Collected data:
++++++
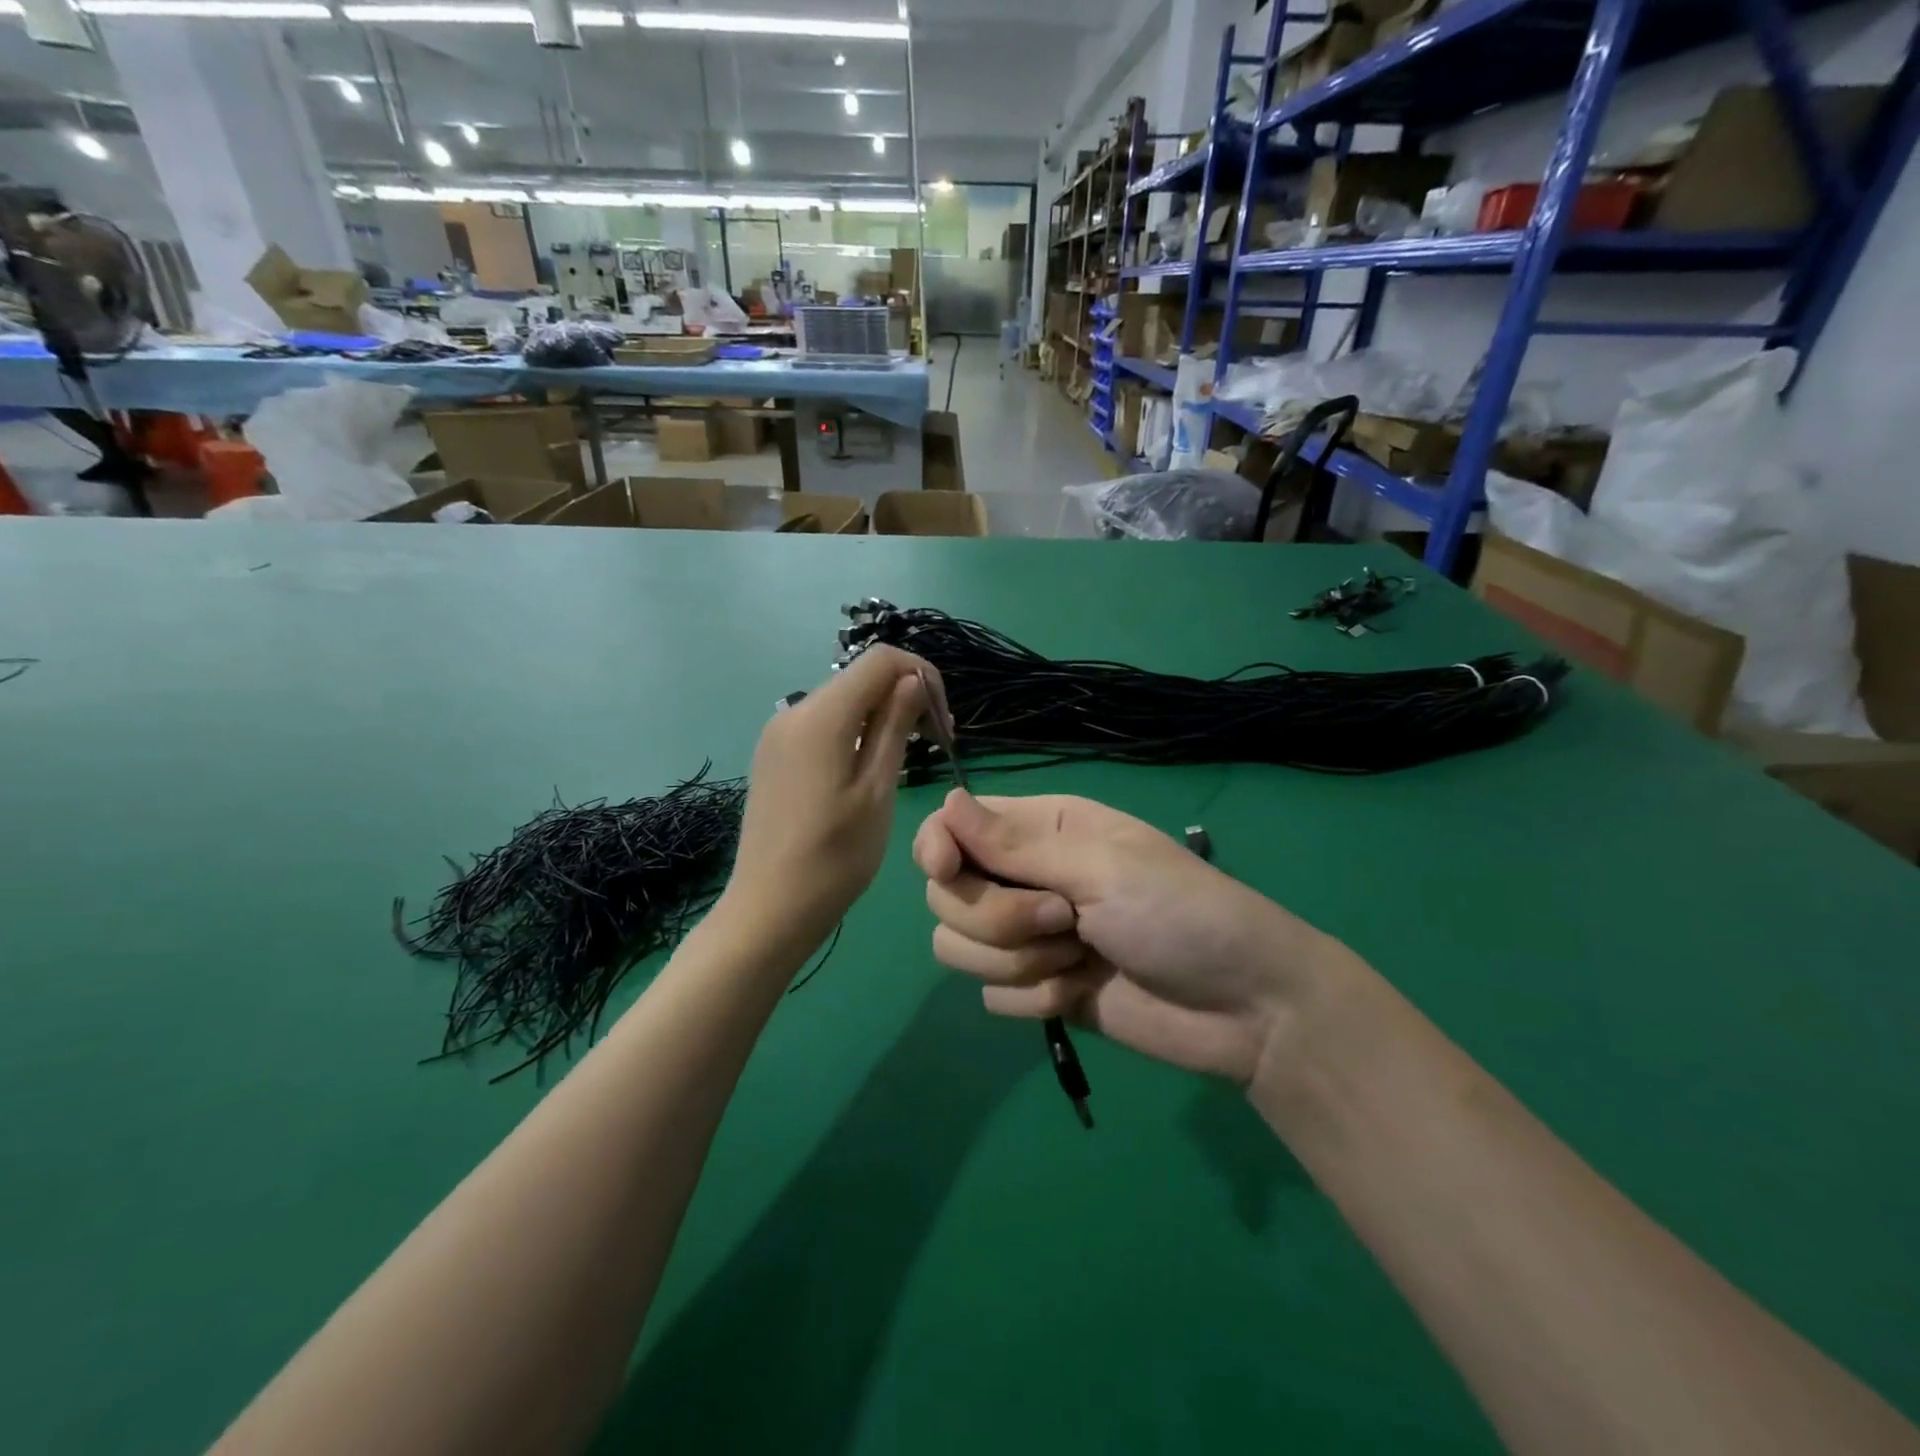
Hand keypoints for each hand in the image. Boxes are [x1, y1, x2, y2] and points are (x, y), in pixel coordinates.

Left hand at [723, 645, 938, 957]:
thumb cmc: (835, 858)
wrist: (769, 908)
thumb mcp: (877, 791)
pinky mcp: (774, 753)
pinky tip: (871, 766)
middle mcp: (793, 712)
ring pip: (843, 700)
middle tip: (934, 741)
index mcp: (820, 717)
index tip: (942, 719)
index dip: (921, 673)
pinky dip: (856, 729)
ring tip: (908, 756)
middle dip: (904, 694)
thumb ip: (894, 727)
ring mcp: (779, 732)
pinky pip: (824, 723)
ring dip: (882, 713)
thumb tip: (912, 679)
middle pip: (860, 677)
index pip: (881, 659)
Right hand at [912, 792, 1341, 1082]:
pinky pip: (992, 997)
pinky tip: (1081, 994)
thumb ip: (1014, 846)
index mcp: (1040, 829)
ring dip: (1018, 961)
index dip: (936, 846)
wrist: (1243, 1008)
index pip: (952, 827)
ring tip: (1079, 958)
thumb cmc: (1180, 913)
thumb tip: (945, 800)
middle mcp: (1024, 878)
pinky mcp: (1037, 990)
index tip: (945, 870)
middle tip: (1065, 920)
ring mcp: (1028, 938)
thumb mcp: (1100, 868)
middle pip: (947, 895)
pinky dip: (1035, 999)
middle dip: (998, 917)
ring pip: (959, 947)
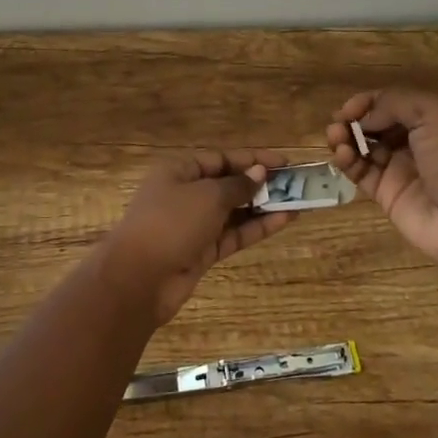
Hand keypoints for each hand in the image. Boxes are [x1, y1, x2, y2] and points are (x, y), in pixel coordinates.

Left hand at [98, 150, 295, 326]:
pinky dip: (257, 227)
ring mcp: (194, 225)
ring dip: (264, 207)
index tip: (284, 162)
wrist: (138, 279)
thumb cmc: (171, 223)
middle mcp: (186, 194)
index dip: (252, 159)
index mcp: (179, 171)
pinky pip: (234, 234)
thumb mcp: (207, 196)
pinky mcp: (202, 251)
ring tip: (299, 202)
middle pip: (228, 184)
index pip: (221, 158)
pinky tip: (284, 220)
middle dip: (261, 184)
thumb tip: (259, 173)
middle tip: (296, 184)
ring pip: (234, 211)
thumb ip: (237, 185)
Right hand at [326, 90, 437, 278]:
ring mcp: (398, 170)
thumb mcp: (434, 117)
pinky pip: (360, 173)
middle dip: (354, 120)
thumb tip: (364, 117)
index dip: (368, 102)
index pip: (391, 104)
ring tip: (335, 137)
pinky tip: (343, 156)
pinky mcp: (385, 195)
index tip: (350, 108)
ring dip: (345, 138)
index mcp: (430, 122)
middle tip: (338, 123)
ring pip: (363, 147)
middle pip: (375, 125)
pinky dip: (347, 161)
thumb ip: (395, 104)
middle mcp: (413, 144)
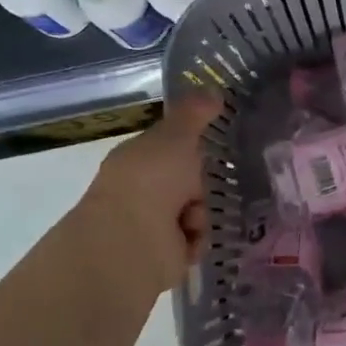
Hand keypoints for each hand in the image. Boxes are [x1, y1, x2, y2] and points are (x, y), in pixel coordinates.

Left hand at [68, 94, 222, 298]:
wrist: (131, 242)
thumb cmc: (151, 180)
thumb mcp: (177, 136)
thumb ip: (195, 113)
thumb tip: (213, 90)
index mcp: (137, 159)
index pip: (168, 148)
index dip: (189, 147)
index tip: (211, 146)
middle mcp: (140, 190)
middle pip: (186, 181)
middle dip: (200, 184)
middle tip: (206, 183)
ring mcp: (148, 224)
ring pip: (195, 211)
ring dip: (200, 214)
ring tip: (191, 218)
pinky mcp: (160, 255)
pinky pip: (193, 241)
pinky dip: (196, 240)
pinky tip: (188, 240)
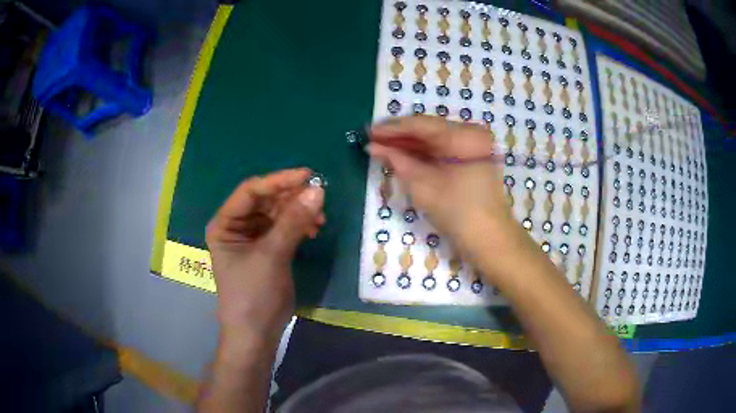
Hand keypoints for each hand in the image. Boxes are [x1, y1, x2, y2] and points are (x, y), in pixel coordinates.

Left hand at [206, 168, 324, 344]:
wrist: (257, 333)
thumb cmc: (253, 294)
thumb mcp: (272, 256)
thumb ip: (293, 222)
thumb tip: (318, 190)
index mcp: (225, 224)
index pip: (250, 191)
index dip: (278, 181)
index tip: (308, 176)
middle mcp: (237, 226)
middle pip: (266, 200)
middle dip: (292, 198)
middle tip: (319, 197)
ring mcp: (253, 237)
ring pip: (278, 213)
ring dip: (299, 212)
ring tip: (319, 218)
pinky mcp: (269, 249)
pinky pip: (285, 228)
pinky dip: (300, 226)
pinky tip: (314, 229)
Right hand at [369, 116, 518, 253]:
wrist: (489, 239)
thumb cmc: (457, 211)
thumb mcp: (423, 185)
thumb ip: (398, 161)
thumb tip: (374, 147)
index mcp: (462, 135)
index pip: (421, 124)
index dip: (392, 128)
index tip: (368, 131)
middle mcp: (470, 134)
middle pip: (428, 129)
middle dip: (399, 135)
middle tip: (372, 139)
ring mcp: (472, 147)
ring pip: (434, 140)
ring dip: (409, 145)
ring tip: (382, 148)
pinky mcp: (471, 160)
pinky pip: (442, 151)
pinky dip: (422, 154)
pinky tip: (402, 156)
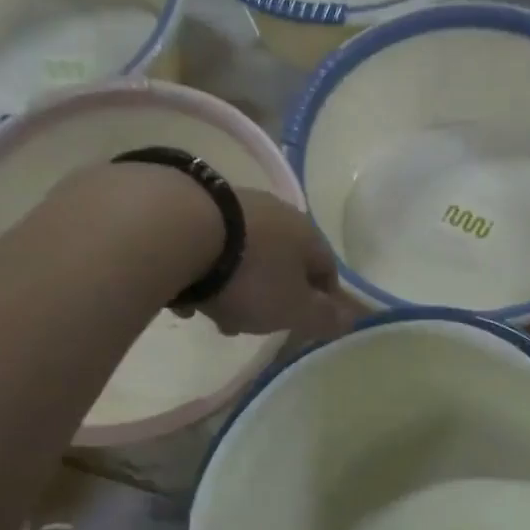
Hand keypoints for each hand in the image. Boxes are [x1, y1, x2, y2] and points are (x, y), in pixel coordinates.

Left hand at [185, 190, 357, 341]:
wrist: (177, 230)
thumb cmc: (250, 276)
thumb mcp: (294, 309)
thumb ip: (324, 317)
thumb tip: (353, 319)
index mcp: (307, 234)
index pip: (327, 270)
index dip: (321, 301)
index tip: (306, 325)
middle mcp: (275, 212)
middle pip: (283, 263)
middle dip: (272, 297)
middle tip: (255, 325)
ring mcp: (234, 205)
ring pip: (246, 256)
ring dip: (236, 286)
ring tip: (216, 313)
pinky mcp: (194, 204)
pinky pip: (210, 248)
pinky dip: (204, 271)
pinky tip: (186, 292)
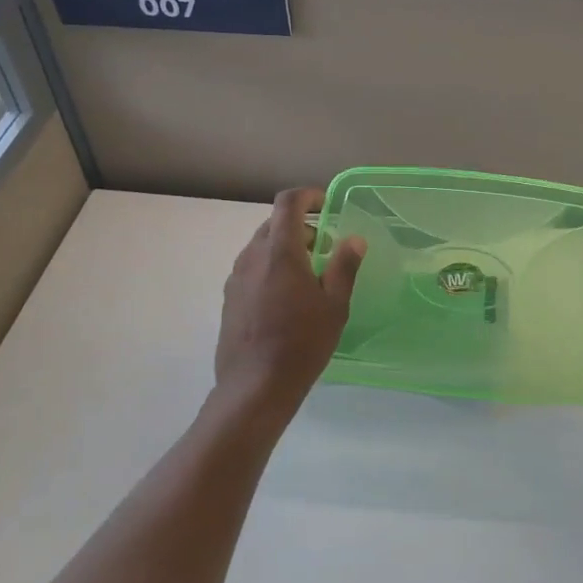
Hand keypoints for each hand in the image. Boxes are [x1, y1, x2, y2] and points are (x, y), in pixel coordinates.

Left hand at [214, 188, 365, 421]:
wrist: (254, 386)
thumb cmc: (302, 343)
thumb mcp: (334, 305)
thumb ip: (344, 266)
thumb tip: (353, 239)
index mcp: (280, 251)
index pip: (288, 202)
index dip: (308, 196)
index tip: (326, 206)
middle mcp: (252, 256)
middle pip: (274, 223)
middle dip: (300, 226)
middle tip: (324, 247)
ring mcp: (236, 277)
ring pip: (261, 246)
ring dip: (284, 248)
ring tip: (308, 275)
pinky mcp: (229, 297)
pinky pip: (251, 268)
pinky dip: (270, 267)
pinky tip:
++++++
THE PROBLEM →
Would you copy each line of the records that contains "Right"?

RESULT FOR THIS TASK →
Right hand at [912, 792, 1341, 1082]:
Right hand at [326, 90, 437, 278]:
Right hand at [369, 116, 518, 253]:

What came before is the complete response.